Pictures aside, write out every record exactly as it appears.

SUPPLIED RECORDS Start Marker

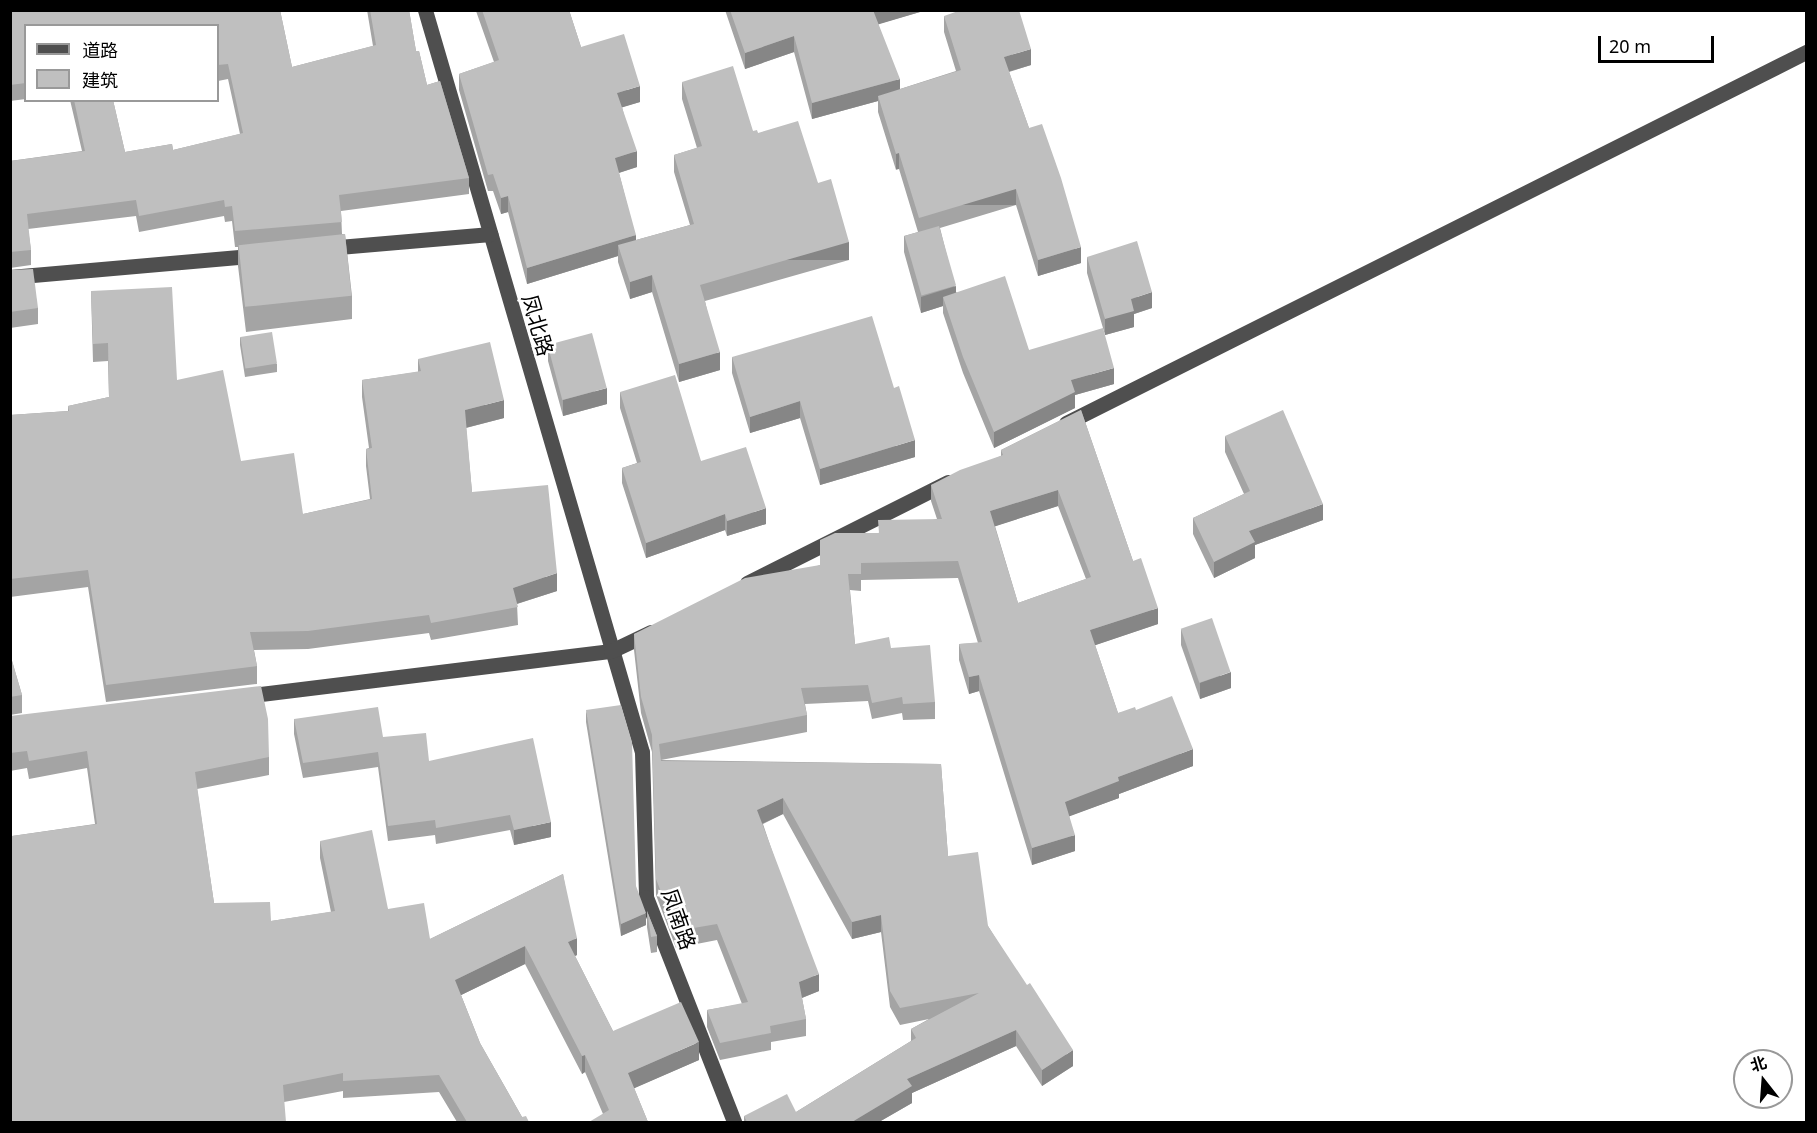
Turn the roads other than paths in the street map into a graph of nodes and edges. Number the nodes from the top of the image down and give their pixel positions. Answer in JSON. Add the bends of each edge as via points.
{"nodes":[{"id":1,"x":425,"y":10,"type":"edge"},
{"id":2,"x":1806,"y":52,"type":"edge"},
{"id":3,"x":490,"y":234,"type":"junction"},
{"id":4,"x":315,"y":250,"type":"edge"},
{"id":5,"x":280,"y":253,"type":"edge"},
{"id":6,"x":10,"y":277,"type":"edge"},
{"id":7,"x":1056,"y":428,"type":"edge"},
{"id":8,"x":959,"y":477,"type":"edge"},
{"id":9,"x":729,"y":592,"type":"edge"},
{"id":10,"x":665,"y":625,"type":"edge"},
{"id":11,"x":611,"y":651,"type":"junction"},
{"id":12,"x":227,"y":698,"type":"edge"},
{"id":13,"x":734,"y":1122,"type":"edge"}],
"edges":[{"from":1,"to":3,"type":"street","name":"凤北路"},
{"from":2,"to":7,"type":"street"},
{"from":3,"to":4,"type":"street"},
{"from":3,"to":11,"type":"street","name":"凤北路"},
{"from":5,"to":6,"type":"street"},
{"from":8,"to":9,"type":"street"},
{"from":10,"to":11,"type":"street"},
{"from":11,"to":12,"type":"street"},
{"from":11,"to":13,"type":"street","name":"凤南路","via":[[642,752],[646,897]]}]}
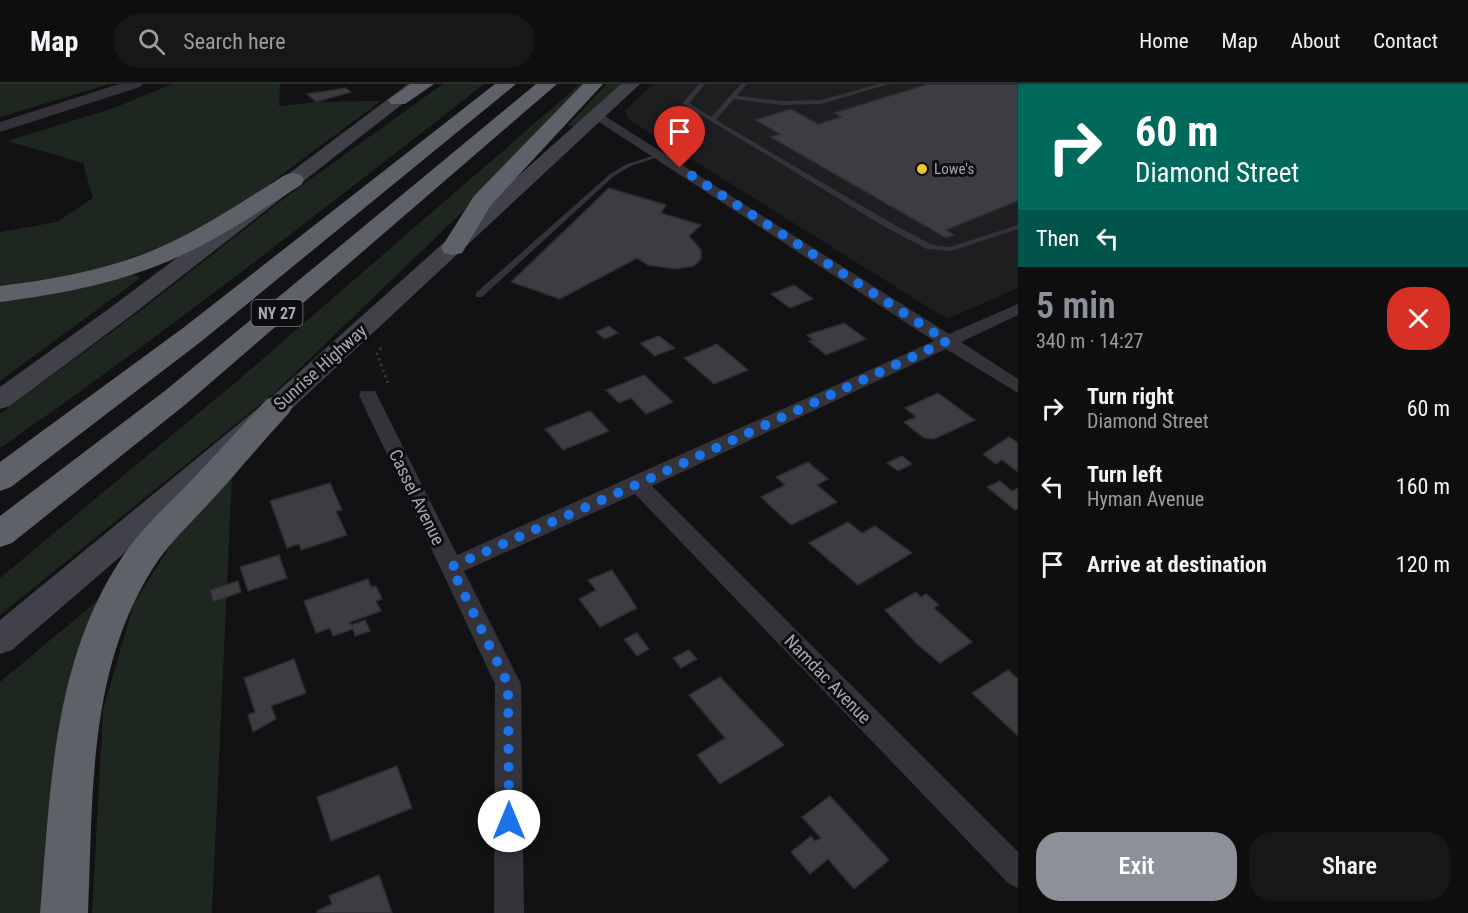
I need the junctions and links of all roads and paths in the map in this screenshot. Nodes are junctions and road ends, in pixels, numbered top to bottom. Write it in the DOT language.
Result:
graph roads {
  1 [pos="135,84"];
  2 [pos="419,84"];
  3 [pos="425,84"];
  4 [pos="507,84"];
  5 [pos="548,84"];
  6 [pos="594,84"];
  7 [pos="631,84"];
  8 [pos="702,84"];
  9 [pos="744,84"];
  10 [pos="886,84"];
  11 [pos="732,97"];
  12 [pos="398,100"];
  13 [pos="597,114"];
  14 [pos="712,120"];
  15 [pos="0,127"];
  16 [pos="661,155"];
  17 [pos="293,180"];
  18 [pos="1018,227"];
  19 [pos="453,248"];
  20 [pos="0,294"];
  21 [pos="479,295"];
  22 [pos="1018,309"];
  23 [pos="947,341"];
  24 [pos="381,348"];
  25 [pos="1018,387"];
  26 [pos="368,395"];
  27 [pos="0,400"];
  28 [pos="278,406"];
  29 [pos="0,479"];
  30 [pos="638,484"];
  31 [pos="0,534"];
  32 [pos="451,567"];
  33 [pos="0,640"];
  34 [pos="1018,873"];
  35 [pos="64,913"];
  36 [pos="509,913"];
  1 -- 15 [label="street"];
  2 -- 12 [label="main road"];
  3 -- 12 [label="highway"];
  4 -- 29 [label="highway, NY 27"];
  5 -- 31 [label="highway, NY 27"];
  6 -- 19 [label="highway"];
  7 -- 13 [label="main road, Sunrise Highway"];
  8 -- 14 [label="lane"];
  9 -- 11 [label="lane"];
  10 -- 11 [label="lane"];
  11 -- 14 [label="lane"];
  12 -- 17 [label="main road"];
  13 -- 16 [label="street"];
  13 -- 19 [label="main road, Sunrise Highway"];
  14 -- 18 [label="lane"];
  16 -- 21 [label="lane"];
  16 -- 23 [label="street"];
  17 -- 20 [label="highway"];
  17 -- 27 [label="main road"];
  19 -- 28 [label="main road, Sunrise Highway"];
  22 -- 23 [label="street"];
  23 -- 25 [label="street"];
  23 -- 30 [label="street"];
  24 -- 26 [label="path"];
  26 -- 32 [label="street, Cassel Avenue"];
  28 -- 33 [label="main road, Sunrise Highway"];
  28 -- 35 [label="highway"];
  30 -- 32 [label="street"];
  30 -- 34 [label="street, Namdac Avenue"];
  32 -- 36 [label="street, Cassel Avenue"];
}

SUPPLIED RECORDS End Marker

SOLUTION TO THE EXERCISE:
Turn the roads other than paths in the street map into a graph of nodes and edges. Number the nodes from the top of the image down and give their pixel positions. Answer in JSON. Add the bends of each edge as via points.
{"nodes":[{"id":1,"x":425,"y":10,"type":"edge"},
{"id":2,"x":1806,"y":52,"type":"edge"},
{"id":3,"x":490,"y":234,"type":"junction"},
{"id":4,"x":315,"y":250,"type":"edge"},
{"id":5,"x":280,"y":253,"type":"edge"},
{"id":6,"x":10,"y":277,"type":"edge"},
{"id":7,"x":1056,"y":428,"type":"edge"},
{"id":8,"x":959,"y":477,"type":"edge"},
{"id":9,"x":729,"y":592,"type":"edge"},
{"id":10,"x":665,"y":625,"type":"edge"},
{"id":11,"x":611,"y":651,"type":"junction"},
{"id":12,"x":227,"y":698,"type":"edge"},
{"id":13,"x":734,"y":1122,"type":"edge"}],
"edges":[{"from":1,"to":3,"type":"street","name":"凤北路"},
{"from":2,"to":7,"type":"street"},
{"from":3,"to":4,"type":"street"},
{"from":3,"to":11,"type":"street","name":"凤北路"},
{"from":5,"to":6,"type":"street"},
{"from":8,"to":9,"type":"street"},
{"from":10,"to":11,"type":"street"},
{"from":11,"to":12,"type":"street"},
{"from":11,"to":13,"type":"street","name":"凤南路","via":[[642,752],[646,897]]}]}
I need the junctions and links of all roads and paths in the map in this screenshot. Nodes are junctions and road ends, in pixels, numbered top to bottom. Write it in the DOT language.
Result:
graph roads {
  1 [pos="135,84"];
  2 [pos="419,84"];
  3 [pos="425,84"];
  4 [pos="507,84"];
  5 [pos="548,84"];
  6 [pos="594,84"];
  7 [pos="631,84"];
  8 [pos="702,84"];
  9 [pos="744,84"];
  10 [pos="886,84"];
  11 [pos="732,97"];
  12 [pos="398,100"];
  13 [pos="597,114"];
  14 [pos="712,120"];
  15 [pos="0,127"];
  16 [pos="661,155"];
  17 [pos="293,180"];
  18 [pos="1018,227"];
  19 [pos="453,248"];
  20 [pos="0,294"];
  21 [pos="479,295"];
  22 [pos="1018,309"];
  23 [pos="947,341"];
  24 [pos="381,348"];
  25 [pos="1018,387"];
  26 [pos="368,395"];
  27 [pos="0,400"];
  28 [pos="278,406"];
  29 [pos="0,479"];
  30 [pos="638,484"];
  31 [pos="0,534"];
  32 [pos="451,567"];
  33 [pos="0,640"];
  34 [pos="1018,873"];
  35 [pos="64,913"];
  36 [pos="509,913"];
  1 -- 15 [label="street"];
  2 -- 12 [label="main road"];
  3 -- 12 [label="highway"];
  4 -- 29 [label="highway, NY 27"];
  5 -- 31 [label="highway, NY 27"];
  6 -- 19 [label="highway"];
  7 -- 13 [label="main road, Sunrise Highway"];
  8 -- 14 [label="lane"];
  9 -- 11 [label="lane"];
  10 -- 11 [label="lane"];
  11 -- 14 [label="lane"];
  12 -- 17 [label="main road"];
  13 -- 16 [label="street"];
  13 -- 19 [label="main road, Sunrise Highway"];
  14 -- 18 [label="lane"];
  16 -- 21 [label="lane"];
  16 -- 23 [label="street"];
  17 -- 20 [label="highway"];
  17 -- 27 [label="main road"];
  19 -- 28 [label="main road, Sunrise Highway"];
  22 -- 23 [label="street"];
  23 -- 25 [label="street"];
  23 -- 30 [label="street"];
  24 -- 26 [label="path"];
  26 -- 32 [label="street, Cassel Avenue"];
  28 -- 33 [label="main road, Sunrise Highway"];
  28 -- 35 [label="highway"];
  30 -- 32 [label="street"];
  30 -- 34 [label="street, Namdac Avenue"];
  32 -- 36 [label="street, Cassel Avenue"];
}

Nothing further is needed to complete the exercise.